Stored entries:
★ ★ ★ ★ ★ ★ ★

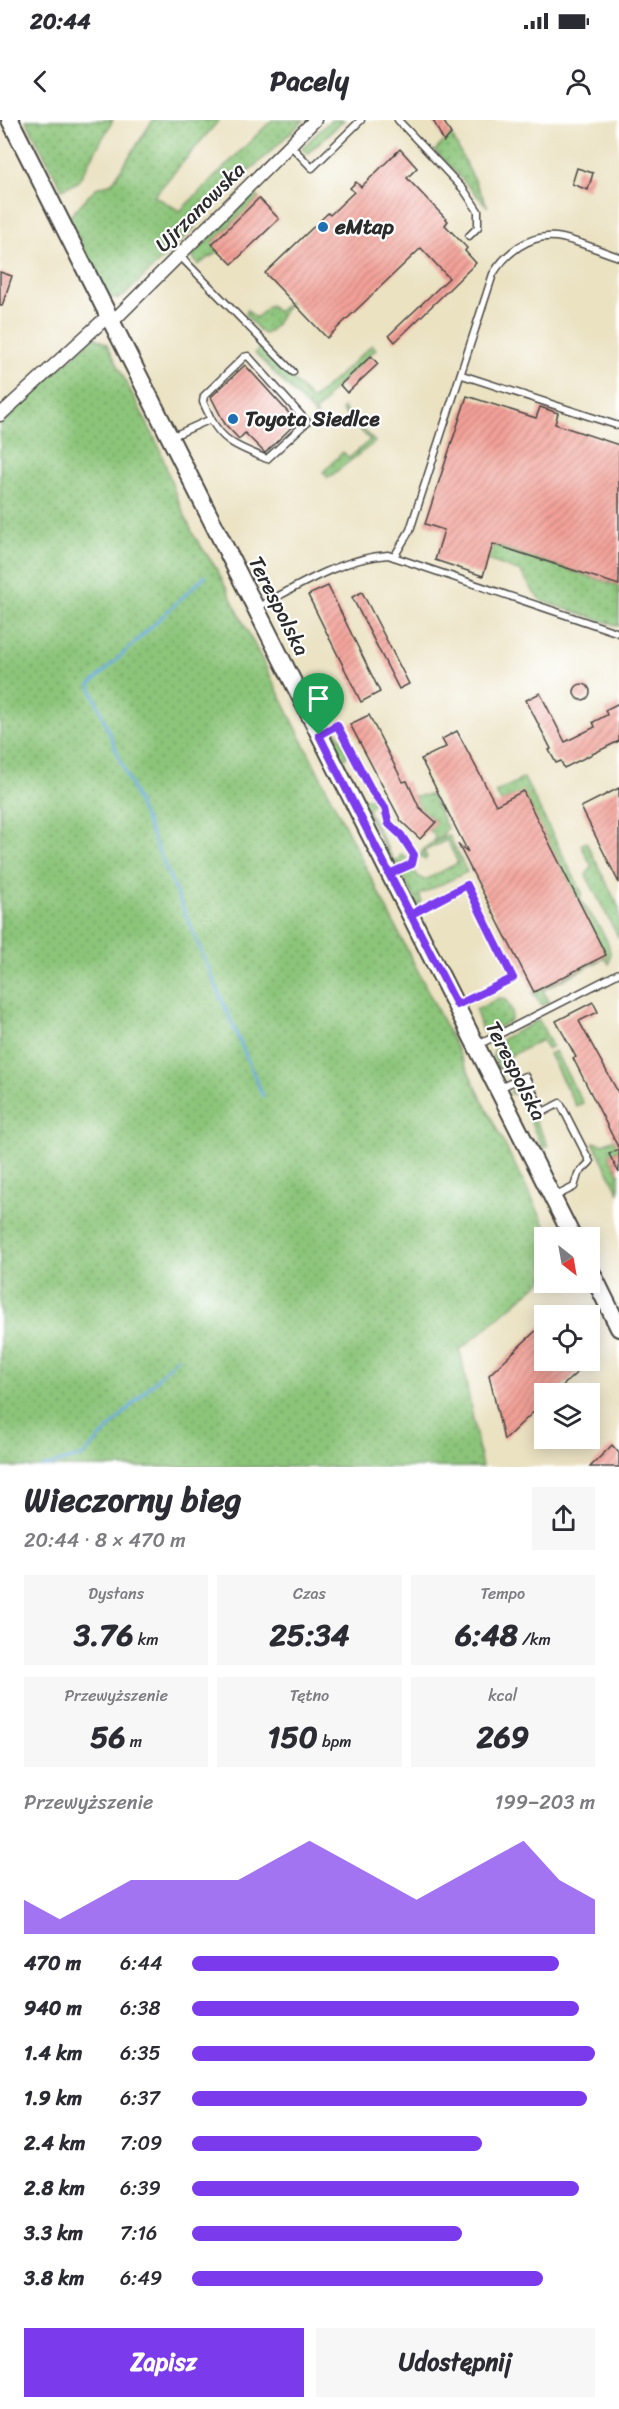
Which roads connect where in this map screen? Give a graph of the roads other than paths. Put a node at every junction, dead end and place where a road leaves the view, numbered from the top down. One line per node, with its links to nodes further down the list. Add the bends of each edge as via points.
1 (10, 120): 9 (street, Terespolska)
2 (315, 120): 5 (street, Ujrzanowska)
3 (361, 120): 5 (lane, via 312,168)
4 (398, 120): 6 (lane, via 464,190 478,211 478,227)
5 (290, 145): 7 (street, Ujrzanowska)
6 (469, 236)
7 (180, 256): 9 (street, Ujrzanowska); 10 (lane)
8 (619, 257): 11 (lane, via 556,237 531,241 512,251 493,274)
9 (110, 318): 12 (street, Ujrzanowska); 15 (street, Terespolska)
10 (293, 372)
11 (462, 375): 14 (lane); 16 (lane, via 410,530)
12 (0, 415)
13 (211, 418): 13 (lane, via 227,441 267,459 307,422 248,356 204,396); 15 (lane)
14 (619, 426)
15 (170, 438): 17 (street, Terespolska)
16 (394, 557): 17 (lane, via 369,556 337,567); 18 (lane)
17 (255, 608): 19 (street, Terespolska)
18 (619, 633)
19 (319, 735): 20 (street, Terespolska); 20 (lane, via 337,725 385,808 389,824 414,855 412,864)
20 (389, 874): 21 (street, Terespolska)
21 (410, 915): 23 (street, Terespolska); 23 (lane, via 467,885 513,978)
22 (619, 973): 24 (lane)
23 (457, 1005): 24 (street, Terespolska)
24 (478, 1045): 25 (street, Terespolska)
25 (500, 1088): 26 (street, Terespolska); 26 (lane, via 525,1076 543,1112 560,1103 590,1162 578,1174 574,1187)
26 (553, 1198): 27 (street, Terespolska)
27 (568, 1227)
28 (600, 1289): 29 (street)
29 (619, 1328)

★ ★ ★ ★ ★ ★ ★

Work to be completed> Repeat each record verbatim, pictures excluded.

Response area>
Which roads connect where in this map screen? Give a graph of the roads other than paths. Put a node at every junction, dead end and place where a road leaves the view, numbered from the top down. One line per node, with its links to nodes further down the list. Add the bends of each edge as via points.
1 (10, 120): 9 (street, Terespolska)
2 (315, 120): 5 (street, Ujrzanowska)
3 (361, 120): 5 (lane, via 312,168)
4 (398, 120): 6 (lane, via 464,190 478,211 478,227)
5 (290, 145): 7 (street, Ujrzanowska)
6 (469, 236)
7 (180, 256): 9 (street, Ujrzanowska); 10 (lane)
8 (619, 257): 11 (lane, via 556,237 531,241 512,251 493,274)
9 (110, 318): 12 (street, Ujrzanowska); 15 (street, Terespolska)
10 (293, 372)
11 (462, 375): 14 (lane); 16 (lane, via 410,530)
12 (0, 415)
13 (211, 418): 13 (lane, via 227,441 267,459 307,422 248,356 204,396); 15 (lane)
14 (619, 426)
15 (170, 438): 17 (street, Terespolska)
16 (394, 557): 17 (lane, via 369,556 337,567); 18 (lane)
17 (255, 608): 19 (street, Terespolska)
18 (619, 633)
19 (319, 735): 20 (street, Terespolska); 20 (lane, via 337,725 385,808 389,824 414,855 412,864)
20 (389, 874): 21 (street, Terespolska)
21 (410, 915): 23 (street, Terespolska); 23 (lane, via 467,885 513,978)
22 (619, 973): 24 (lane)
23 (457, 1005): 24 (street, Terespolska)
24 (478, 1045): 25 (street, Terespolska)
25 (500, 1088): 26 (street, Terespolska); 26 (lane, via 525,1076 543,1112 560,1103 590,1162 578,1174 574,1187)
26 (553, 1198): 27 (street, Terespolska)
27 (568, 1227)
28 (600, 1289): 29 (street)
29 (619, 1328)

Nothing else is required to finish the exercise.